URBAN GREENS
Nottingham ecohome and urban permaculture garden
I live with my family in West Bridgford Nottingham. We live in a Victorian semi outwardly typical of millions in the UK but that is where the similarity ends...
Our house has made a little stamp on history because it was the first Victorian house in the UK to undergo a complete radical ecological retrofit. We began our retrofit journey 15 years ago when we purchased a tumble down large Victorian villa in West Bridgford, just over the river from the City of Nottingham.
Before I can go forward with an explanation of what we did, I need to explain why we did it.
Gil and I met at the Hockerton Housing Project, near Southwell. This was when the project was in the very early stages of what was to become the UK's first development of earth sheltered houses autonomous in energy and water and high levels of food production. The time came for us to leave the development and to set up in our own home in Burton Joyce where we lived in a little 18th century cottage in Burton Joyce.
We outgrew the cottage and fell out of love with the commute into the city centre to our work, so we decided on a whim to look at properties in West Bridgford. This area is stuffed with Victorian houses. We both loved period homes for their lofty ceilings and generous room sizes.
In 1998 we bought our first home together. A 3 storey, Victorian semi with huge cellars and a dated, mouldy interior to slash your wrists by. It was perfect for our purpose. We had decided that we wanted to see if we could take this crumbling former student house and transform it into an eco home. The obvious route was to look on the internet. That is where we hit the buffers, there wasn't any information. That was our eco lightbulb moment - a dim little light, more a glimmer of an idea that we could do something together that was mad and marvellous and that might make a difference.
We decided to undertake a huge experiment to see how far the two of us could take an existing building in an urban setting, with a tiny plot, along the principles of autonomy in energy, water and food. These principles were pioneered in a rural, new build development with 25 acres of land and 5 households to take it forward. It was a gamble to say the least. Our families and friends thought we were utterly nuts. We were naive, in love and full of high ideals. Deaf to the voices of reason we embarked on the biggest upcycling project of our lives.
Over 6 months, we developed a number of strategies to tackle our energy, water and food needs - our life support systems. We decided to undertake a radical ecological retrofit of the whole building and later the whole plot to make our use of natural resources as efficient as possible and to integrate our systems to maximise those efficiencies.
Some readers might wonder what a radical eco retrofit, it is taking a resource hungry building and applying new measures to the old fabric to enable the inhabitants to:
Efficiently use energy, water, and other resources
Benefit from a healthy home minimising the use of harmful man made materials
Reduce waste, pollution and other impacts on the environment
Aside from all that groovy altrustic stuff, we needed to make serious savings on household bills. Direct electric heating, an immersion tank naked of insulation and the wind whistling through gaps in the fabric of the building made ours a very badly behaved home with expensive habits.
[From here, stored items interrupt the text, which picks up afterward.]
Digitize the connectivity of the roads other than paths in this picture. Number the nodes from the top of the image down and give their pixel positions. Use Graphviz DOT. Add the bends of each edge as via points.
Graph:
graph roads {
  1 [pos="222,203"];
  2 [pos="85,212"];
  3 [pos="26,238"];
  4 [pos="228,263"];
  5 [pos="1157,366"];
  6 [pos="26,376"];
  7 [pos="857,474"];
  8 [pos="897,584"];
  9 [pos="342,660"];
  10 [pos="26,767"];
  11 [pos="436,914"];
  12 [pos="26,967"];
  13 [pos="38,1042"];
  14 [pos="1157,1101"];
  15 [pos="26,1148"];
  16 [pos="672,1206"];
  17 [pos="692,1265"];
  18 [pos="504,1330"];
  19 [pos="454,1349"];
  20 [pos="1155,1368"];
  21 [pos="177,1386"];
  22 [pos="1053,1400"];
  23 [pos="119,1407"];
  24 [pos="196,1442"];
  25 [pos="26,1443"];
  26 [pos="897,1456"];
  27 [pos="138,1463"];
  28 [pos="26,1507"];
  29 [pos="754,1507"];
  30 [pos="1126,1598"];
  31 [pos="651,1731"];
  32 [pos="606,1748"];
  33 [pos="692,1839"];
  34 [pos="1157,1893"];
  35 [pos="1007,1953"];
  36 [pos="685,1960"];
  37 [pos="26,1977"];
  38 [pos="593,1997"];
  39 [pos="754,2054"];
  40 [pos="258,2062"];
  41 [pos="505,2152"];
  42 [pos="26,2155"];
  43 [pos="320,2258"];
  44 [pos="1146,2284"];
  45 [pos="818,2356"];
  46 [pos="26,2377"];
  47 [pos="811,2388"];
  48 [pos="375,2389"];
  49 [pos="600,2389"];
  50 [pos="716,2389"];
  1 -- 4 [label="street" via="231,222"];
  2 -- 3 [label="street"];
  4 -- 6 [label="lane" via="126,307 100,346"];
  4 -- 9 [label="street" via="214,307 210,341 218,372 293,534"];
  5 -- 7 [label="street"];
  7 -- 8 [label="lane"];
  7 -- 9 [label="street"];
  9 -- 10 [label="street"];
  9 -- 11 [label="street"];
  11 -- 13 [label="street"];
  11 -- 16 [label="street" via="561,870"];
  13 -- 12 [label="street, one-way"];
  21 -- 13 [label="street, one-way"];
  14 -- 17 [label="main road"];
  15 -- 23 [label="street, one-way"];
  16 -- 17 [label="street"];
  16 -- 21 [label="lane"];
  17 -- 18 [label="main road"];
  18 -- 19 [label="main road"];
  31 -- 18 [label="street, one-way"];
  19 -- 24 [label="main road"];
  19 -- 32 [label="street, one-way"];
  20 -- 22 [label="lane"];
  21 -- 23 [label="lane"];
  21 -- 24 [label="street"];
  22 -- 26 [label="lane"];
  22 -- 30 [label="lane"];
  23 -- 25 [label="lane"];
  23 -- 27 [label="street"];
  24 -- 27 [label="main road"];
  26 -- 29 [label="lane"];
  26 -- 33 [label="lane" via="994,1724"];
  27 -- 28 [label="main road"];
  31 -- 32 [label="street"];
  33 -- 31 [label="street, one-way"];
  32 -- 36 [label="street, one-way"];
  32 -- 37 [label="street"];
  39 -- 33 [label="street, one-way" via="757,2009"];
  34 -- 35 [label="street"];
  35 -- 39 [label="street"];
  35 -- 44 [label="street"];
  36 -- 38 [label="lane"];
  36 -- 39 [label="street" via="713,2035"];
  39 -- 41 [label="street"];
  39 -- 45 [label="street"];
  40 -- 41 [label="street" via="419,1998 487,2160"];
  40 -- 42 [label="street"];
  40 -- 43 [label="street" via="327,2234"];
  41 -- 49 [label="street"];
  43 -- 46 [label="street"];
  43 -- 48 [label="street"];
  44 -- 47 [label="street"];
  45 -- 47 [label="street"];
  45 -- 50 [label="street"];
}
We developed a number of strategies;
Thermal - to include high levels of insulation and
renewables
Water - to radically reduce our use of potable water and manage rainfall
Food - to grow as much food as possible on a small site using permaculture principles and new technologies.
Interior design - to use natural, breathable materials to create a healthy environment
Key
to our ambition was to demonstrate that behaviour change could also be a
valuable tool in achieving significant reductions in our use of resources.
We
decided to use the house as a laboratory to test new ideas, new products and
construction techniques and to share what we learnt with as wide an audience as
possible. The
greatest challenge that we faced back in 1998 was that there was no information
available on eco retrofit. Therefore there were no products or techniques
specifically designed for our needs so it meant we needed to employ a
completely new philosophy and approach to the treatment of older houses. We had
to train builders, explore new products and often to rely on our instincts and
calculations that what we were doing would work.
At this time, Gil was not yet a fully qualified architect so he was cutting his teeth as a designer on a real project at a very early stage. I was moving into full time work on environmental projects and continuing to write on green subjects for a variety of publications.
Our efforts gained national attention, we were seen as loony greens. Our first news clipping was in the Financial Times and featured a cartoon of us gazing up at a ceiling light dangling out of a hole surrounded by insulation! But that first feature was followed by a flurry of interest and our mission to get eco retrofit on the national agenda ramped up.
As time went on, we realised that to retrofit the house was not enough, we needed to complete the eco retrofit of the entire plot in order to maximise resource efficiency. We call this a Whole Plot Approach to Retrofit. We have immersed our building in an edible urban landscape which manages all rainfall on site and supports biodiversity. We are of course a Bee Friendly garden.
So 15 years on and we are recognised as retrofit pioneers, we even got an award to say so!